Identify each line below containing the string "Şehit" and copy it.

** Opening Provided data block **

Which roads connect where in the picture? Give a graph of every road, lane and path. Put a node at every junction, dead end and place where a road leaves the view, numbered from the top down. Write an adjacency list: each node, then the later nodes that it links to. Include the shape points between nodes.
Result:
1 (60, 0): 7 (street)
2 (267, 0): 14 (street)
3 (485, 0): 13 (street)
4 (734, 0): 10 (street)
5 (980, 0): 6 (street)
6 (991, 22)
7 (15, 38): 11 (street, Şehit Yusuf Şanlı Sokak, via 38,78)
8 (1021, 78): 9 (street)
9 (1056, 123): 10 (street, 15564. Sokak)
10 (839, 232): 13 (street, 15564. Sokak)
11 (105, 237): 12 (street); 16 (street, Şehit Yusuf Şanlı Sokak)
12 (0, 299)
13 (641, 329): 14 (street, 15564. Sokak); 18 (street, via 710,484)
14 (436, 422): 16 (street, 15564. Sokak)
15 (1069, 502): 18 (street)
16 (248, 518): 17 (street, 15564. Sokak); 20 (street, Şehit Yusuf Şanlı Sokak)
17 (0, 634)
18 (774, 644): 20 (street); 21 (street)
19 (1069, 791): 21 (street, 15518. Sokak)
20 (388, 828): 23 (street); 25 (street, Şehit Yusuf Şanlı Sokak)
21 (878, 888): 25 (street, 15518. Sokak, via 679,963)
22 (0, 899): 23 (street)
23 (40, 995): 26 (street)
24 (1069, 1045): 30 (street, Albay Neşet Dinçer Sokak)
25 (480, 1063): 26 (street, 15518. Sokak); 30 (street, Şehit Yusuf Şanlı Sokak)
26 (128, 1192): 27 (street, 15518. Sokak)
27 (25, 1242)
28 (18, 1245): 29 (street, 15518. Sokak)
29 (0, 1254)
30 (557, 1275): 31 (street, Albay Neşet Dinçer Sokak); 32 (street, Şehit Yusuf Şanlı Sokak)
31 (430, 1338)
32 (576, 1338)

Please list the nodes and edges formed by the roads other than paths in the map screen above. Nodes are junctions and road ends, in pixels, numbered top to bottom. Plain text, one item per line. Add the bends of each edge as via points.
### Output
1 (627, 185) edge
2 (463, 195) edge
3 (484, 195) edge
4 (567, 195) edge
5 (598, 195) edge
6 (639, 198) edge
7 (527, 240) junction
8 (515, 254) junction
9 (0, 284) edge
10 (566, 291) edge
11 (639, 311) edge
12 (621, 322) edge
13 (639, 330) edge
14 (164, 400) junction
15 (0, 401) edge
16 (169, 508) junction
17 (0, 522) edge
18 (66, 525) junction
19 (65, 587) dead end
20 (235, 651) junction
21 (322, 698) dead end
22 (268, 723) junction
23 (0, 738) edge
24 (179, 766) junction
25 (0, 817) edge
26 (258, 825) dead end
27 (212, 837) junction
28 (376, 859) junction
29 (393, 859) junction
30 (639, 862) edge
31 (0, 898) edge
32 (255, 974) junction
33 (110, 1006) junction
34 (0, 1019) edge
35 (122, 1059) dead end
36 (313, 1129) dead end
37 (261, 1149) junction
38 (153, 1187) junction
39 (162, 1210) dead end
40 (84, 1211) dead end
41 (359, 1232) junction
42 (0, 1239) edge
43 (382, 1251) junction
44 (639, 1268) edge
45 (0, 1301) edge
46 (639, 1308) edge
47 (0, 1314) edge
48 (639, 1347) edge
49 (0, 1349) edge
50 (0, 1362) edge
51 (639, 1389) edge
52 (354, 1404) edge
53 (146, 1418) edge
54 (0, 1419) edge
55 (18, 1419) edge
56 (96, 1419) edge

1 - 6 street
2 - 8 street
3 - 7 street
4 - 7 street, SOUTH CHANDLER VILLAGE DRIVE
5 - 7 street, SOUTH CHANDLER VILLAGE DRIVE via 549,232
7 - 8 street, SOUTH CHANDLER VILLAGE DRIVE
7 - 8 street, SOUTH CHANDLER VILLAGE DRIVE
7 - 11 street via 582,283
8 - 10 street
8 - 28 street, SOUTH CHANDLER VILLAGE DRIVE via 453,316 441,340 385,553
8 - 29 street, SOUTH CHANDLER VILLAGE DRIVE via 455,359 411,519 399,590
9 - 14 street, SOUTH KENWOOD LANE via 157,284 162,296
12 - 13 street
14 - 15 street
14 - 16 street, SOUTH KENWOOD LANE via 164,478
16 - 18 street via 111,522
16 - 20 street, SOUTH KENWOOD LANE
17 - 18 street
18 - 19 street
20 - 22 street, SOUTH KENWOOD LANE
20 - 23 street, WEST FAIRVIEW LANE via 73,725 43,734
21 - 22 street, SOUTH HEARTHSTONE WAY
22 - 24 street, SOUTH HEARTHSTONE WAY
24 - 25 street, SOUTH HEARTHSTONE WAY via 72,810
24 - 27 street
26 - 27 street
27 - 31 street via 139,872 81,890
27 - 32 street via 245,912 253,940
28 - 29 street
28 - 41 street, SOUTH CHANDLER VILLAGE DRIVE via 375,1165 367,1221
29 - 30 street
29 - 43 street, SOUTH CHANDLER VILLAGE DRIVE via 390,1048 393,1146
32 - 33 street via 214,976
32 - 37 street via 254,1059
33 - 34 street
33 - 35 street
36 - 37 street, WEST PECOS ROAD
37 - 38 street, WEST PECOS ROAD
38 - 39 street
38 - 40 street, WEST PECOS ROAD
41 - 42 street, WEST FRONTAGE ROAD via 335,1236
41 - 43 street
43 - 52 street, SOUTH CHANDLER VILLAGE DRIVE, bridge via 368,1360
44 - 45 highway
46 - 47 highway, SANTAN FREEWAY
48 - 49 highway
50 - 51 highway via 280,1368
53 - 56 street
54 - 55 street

** Closing Provided data block **

■ Exercise result:
7 (15, 38): 11 (street, Şehit Yusuf Şanlı Sokak, via 38,78)
11 (105, 237): 12 (street); 16 (street, Şehit Yusuf Şanlı Sokak)
16 (248, 518): 17 (street, 15564. Sokak); 20 (street, Şehit Yusuf Şanlı Sokak)
20 (388, 828): 23 (street); 25 (street, Şehit Yusuf Şanlı Sokak)
25 (480, 1063): 26 (street, 15518. Sokak); 30 (street, Şehit Yusuf Şanlı Sokak)
30 (557, 1275): 31 (street, Albay Neşet Dinçer Sokak); 32 (street, Şehit Yusuf Şanlı Sokak)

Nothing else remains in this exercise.